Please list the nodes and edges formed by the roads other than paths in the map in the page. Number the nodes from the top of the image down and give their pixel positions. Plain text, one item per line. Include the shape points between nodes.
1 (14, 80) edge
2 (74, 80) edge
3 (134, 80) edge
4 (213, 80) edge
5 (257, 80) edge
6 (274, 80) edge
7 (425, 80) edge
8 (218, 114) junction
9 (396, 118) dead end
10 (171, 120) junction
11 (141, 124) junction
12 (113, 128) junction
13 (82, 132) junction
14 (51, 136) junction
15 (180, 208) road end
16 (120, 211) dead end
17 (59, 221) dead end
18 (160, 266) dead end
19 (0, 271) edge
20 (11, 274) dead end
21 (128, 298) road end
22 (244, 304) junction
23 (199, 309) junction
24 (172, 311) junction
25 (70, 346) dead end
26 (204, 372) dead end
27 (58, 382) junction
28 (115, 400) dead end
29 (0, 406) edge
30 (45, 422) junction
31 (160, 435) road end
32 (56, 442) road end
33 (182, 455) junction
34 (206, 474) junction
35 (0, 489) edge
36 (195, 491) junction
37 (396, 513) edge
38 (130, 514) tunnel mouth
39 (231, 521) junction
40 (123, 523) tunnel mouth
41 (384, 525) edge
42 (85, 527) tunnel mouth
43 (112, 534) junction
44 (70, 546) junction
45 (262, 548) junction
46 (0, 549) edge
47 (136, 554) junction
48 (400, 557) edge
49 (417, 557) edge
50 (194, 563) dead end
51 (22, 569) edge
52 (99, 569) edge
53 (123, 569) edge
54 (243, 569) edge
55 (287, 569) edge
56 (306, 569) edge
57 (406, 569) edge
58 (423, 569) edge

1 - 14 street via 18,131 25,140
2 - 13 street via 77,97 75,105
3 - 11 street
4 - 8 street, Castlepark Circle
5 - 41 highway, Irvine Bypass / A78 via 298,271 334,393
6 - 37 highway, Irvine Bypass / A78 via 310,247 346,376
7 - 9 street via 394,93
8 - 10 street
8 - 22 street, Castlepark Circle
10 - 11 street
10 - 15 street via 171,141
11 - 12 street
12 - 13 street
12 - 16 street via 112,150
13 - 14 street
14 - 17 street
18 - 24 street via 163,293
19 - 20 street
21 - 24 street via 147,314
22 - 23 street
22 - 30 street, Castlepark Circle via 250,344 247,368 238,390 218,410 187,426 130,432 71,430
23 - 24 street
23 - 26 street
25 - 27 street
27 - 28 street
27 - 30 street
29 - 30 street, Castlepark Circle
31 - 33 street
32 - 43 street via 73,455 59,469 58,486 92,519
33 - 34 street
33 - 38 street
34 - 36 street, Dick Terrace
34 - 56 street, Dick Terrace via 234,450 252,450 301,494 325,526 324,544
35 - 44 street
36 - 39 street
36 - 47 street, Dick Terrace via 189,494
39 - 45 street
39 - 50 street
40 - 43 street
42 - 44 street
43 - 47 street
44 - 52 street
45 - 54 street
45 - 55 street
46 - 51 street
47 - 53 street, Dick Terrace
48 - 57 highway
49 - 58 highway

********

§ **TASK DIRECTIONS**:
Each of the records above is to be reproduced word for word.

§ **RESULT OF THE TASK**:
Please list the nodes and edges formed by the roads other than paths in the map in the page. Number the nodes from the top of the image down and give their pixel positions. Plain text, one item per line. Include the shape points between nodes.
1 (14, 80) edge
2 (74, 80) edge
3 (134, 80) edge
4 (213, 80) edge
5 (257, 80) edge
6 (274, 80) edge
7 (425, 80) edge
8 (218, 114) junction
9 (396, 118) dead end
10 (171, 120) junction
11 (141, 124) junction
12 (113, 128) junction
13 (82, 132) junction
14 (51, 136) junction
15 (180, 208) road end
16 (120, 211) dead end
17 (59, 221) dead end
18 (160, 266) dead end
19 (0, 271) edge
20 (11, 274) dead end
21 (128, 298) road end
22 (244, 304) junction
23 (199, 309) junction
24 (172, 311) junction
25 (70, 346) dead end
26 (204, 372) dead end
27 (58, 382) junction
28 (115, 400) dead end
29 (0, 406) edge
30 (45, 422) junction
31 (160, 435) road end
32 (56, 442) road end
33 (182, 455) junction
34 (206, 474) junction
35 (0, 489) edge
36 (195, 491) junction
37 (396, 513) edge
38 (130, 514) tunnel mouth
39 (231, 521) junction
40 (123, 523) tunnel mouth
41 (384, 525) edge
42 (85, 527) tunnel mouth
43 (112, 534) junction
44 (70, 546) junction
45 (262, 548) junction
46 (0, 549) edge
47 (136, 554) junction
48 (400, 557) edge
49 (417, 557) edge
50 (194, 563) dead end
51 (22, 569) edge
52 (99, 569) edge
53 (123, 569) edge
54 (243, 569) edge
55 (287, 569) edge
56 (306, 569) edge
57 (406, 569) edge
58 (423, 569) edge

1 - 14 street via 18,131 25,140
2 - 13 street via 77,97 75,105
3 - 11 street
4 - 8 street, Castlepark Circle
5 - 41 highway, Irvine Bypass / A78 via 298,271 334,393
6 - 37 highway, Irvine Bypass / A78 via 310,247 346,376
7 - 9 street via 394,93
8 - 10 street
8 - 22 street, Castlepark Circle
10 - 11 street
10 - 15 street via 171,141
11 - 12 street
12 - 13 street
12 - 16 street via 112,150
13 - 14 street
14 - 17 street
18 - 24 street via 163,293
19 - 20 street
21 - 24 street via 147,314
22 - 23 street
22 - 30 street, Castlepark Circle via 250,344 247,368 238,390 218,410 187,426 130,432 71,430
23 - 24 street
23 - 26 street
25 - 27 street
27 - 28 street
27 - 30 street
29 - 30 street, Castlepark Circle
31 - 33 street
32 - 43 street via 73,455 59,469 58,486 92,519
33 - 34 street
33 - 38 street
34 - 36 street, Dick Terrace
34 - 56 street, Dick Terrace via 234,450 252,450 301,494 325,526 324,544
35 - 44 street
36 - 39 street
36 - 47 street, Dick Terrace via 189,494
39 - 45 street
39 - 50 street
40 - 43 street
42 - 44 street
43 - 47 street
44 - 52 street
45 - 54 street
45 - 55 street
46 - 51 street
47 - 53 street, Dick Terrace
48 - 57 highway
49 - 58 highway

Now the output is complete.